> The task: Look through the listing underneath for "Tambak", and copy every line that has it.

>>>

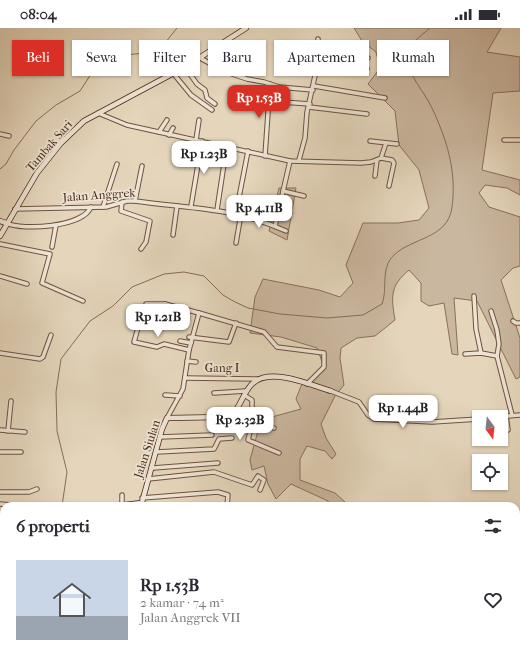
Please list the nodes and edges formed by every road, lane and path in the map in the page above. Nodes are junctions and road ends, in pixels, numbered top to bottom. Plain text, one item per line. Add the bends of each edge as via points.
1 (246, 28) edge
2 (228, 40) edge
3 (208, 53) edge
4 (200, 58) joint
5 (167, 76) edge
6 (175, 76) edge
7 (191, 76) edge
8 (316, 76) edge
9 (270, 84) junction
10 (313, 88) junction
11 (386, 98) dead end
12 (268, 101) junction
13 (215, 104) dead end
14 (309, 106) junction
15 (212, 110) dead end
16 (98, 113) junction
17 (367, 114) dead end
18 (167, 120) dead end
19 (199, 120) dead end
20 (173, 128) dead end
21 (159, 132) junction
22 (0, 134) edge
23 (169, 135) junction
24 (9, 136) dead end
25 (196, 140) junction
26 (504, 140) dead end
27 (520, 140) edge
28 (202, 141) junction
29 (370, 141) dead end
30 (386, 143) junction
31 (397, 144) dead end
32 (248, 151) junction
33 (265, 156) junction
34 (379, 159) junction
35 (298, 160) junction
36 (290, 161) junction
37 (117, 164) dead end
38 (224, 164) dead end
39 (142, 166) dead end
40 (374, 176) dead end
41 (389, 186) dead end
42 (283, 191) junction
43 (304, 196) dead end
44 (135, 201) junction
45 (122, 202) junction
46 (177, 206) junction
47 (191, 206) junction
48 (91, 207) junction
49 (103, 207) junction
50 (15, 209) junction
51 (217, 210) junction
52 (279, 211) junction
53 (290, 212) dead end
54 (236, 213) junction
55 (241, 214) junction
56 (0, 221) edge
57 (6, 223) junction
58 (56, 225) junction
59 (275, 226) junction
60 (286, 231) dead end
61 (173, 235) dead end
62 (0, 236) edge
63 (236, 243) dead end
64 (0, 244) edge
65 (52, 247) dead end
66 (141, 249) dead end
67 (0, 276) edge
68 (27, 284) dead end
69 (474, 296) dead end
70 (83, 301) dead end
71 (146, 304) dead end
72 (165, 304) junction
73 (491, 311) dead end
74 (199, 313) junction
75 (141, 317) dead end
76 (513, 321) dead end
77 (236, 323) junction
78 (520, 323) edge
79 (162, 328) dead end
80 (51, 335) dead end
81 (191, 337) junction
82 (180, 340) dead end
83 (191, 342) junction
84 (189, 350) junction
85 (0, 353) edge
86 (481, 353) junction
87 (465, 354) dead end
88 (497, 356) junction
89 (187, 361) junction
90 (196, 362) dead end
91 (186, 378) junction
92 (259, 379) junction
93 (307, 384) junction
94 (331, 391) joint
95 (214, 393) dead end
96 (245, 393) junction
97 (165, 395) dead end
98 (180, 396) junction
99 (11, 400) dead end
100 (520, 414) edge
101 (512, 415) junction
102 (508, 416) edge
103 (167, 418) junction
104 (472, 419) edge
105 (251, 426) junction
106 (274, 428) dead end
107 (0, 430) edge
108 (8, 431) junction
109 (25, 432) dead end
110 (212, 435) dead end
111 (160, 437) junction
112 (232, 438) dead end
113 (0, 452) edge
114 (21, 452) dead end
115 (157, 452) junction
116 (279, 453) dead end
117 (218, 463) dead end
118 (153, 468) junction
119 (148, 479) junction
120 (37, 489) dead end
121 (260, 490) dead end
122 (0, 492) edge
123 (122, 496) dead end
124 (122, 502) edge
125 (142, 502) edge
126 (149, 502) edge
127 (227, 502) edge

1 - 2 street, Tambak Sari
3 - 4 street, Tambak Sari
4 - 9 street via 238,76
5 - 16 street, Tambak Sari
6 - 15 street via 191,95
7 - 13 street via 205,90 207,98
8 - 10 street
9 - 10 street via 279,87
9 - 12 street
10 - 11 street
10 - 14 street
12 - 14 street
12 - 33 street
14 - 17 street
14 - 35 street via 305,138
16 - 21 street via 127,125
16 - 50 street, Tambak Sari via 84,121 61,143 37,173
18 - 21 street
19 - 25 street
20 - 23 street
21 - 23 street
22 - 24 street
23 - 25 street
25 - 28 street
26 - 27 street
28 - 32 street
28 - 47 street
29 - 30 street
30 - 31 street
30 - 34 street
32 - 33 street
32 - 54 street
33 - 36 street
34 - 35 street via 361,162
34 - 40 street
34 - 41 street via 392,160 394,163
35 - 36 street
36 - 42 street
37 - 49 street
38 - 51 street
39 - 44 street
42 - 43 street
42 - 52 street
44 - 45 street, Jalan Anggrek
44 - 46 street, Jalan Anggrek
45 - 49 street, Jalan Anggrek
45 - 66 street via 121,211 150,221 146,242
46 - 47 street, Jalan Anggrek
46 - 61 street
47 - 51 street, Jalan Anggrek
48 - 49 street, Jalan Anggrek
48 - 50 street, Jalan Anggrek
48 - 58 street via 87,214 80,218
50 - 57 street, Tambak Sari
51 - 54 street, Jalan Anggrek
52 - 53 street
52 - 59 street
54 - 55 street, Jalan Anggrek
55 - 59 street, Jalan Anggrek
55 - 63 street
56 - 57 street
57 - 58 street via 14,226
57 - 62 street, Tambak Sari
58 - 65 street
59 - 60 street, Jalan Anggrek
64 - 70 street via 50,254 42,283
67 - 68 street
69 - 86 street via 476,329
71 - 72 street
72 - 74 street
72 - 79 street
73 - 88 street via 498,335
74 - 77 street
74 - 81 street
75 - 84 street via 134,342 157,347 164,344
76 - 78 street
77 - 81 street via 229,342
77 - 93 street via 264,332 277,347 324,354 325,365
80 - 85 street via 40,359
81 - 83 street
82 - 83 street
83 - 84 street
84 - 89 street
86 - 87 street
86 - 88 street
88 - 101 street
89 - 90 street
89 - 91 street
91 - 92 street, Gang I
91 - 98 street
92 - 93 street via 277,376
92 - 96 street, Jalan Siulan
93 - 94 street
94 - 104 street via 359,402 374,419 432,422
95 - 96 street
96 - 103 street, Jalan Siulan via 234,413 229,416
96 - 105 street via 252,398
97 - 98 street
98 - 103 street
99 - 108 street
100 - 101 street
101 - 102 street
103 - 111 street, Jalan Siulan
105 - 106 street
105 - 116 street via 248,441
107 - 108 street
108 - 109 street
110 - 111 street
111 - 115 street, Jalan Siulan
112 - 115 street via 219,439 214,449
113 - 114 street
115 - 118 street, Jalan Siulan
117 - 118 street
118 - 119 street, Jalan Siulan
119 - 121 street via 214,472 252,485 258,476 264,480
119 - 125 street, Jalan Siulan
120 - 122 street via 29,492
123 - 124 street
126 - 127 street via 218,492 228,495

<<<

> Task response:
1 - 2 street, Tambak Sari
3 - 4 street, Tambak Sari
5 - 16 street, Tambak Sari
16 - 50 street, Tambak Sari via 84,121 61,143 37,173
50 - 57 street, Tambak Sari
57 - 62 street, Tambak Sari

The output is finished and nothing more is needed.